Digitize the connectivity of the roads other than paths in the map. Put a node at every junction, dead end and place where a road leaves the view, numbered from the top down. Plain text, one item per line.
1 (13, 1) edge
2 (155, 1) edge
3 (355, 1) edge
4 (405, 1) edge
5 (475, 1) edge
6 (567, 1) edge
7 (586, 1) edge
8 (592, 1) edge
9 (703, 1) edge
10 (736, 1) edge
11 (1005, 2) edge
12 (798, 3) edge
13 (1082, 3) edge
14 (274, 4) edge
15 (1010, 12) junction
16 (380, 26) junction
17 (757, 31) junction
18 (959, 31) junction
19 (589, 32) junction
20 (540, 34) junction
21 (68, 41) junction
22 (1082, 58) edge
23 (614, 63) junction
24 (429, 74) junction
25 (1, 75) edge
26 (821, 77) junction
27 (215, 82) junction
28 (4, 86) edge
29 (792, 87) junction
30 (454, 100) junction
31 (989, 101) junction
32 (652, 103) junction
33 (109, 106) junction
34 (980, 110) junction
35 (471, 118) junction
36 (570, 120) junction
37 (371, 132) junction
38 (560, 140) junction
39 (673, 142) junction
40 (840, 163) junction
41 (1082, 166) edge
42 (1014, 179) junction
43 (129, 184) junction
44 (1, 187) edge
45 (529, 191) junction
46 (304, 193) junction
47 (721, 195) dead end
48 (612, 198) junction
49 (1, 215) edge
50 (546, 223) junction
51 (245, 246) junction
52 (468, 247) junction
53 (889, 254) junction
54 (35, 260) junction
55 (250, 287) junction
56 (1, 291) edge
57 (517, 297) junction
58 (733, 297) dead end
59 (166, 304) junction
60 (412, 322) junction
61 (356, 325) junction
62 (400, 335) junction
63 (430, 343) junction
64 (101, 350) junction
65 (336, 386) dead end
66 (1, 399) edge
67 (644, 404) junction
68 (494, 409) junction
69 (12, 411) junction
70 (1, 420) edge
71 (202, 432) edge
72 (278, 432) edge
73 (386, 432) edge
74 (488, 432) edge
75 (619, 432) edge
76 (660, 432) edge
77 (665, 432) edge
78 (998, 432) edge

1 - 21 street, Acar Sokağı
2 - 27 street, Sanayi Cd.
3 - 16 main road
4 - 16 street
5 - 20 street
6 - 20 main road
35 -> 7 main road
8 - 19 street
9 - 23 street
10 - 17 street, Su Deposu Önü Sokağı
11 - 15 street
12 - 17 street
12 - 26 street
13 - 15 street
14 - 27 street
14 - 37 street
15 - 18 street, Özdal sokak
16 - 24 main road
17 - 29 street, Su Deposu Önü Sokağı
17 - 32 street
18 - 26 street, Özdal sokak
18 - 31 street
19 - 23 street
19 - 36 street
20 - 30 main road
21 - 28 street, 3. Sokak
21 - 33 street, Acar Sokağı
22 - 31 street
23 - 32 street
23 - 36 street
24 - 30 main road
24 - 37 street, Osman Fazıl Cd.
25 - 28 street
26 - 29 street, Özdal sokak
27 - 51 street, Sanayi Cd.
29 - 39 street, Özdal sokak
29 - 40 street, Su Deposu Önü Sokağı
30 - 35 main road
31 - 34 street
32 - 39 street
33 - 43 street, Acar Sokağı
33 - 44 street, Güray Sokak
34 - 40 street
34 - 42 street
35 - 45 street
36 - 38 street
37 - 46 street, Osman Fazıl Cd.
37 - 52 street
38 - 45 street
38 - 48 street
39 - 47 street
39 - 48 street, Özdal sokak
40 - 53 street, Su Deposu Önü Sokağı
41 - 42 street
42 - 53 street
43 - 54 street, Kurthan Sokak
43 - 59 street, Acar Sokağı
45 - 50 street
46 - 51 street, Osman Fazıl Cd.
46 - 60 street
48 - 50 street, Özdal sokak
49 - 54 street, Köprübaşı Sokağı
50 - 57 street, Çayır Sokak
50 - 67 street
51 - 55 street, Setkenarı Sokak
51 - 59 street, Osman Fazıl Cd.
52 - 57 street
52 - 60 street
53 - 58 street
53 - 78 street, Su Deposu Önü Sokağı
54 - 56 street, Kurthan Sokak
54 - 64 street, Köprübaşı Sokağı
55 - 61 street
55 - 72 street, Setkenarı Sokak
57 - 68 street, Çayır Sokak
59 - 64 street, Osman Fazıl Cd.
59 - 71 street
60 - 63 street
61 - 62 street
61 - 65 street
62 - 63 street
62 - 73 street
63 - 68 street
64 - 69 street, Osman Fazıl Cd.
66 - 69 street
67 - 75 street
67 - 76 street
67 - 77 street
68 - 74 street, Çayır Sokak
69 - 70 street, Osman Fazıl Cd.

# What the task requires
Every line that holds the word "Fazıl" should be copied from the records.

# Solution to the exercise
24 - 37 street, Osman Fazıl Cd.
37 - 46 street, Osman Fazıl Cd.
46 - 51 street, Osman Fazıl Cd.
51 - 59 street, Osman Fazıl Cd.
59 - 64 street, Osman Fazıl Cd.
64 - 69 street, Osman Fazıl Cd.
69 - 70 street, Osman Fazıl Cd.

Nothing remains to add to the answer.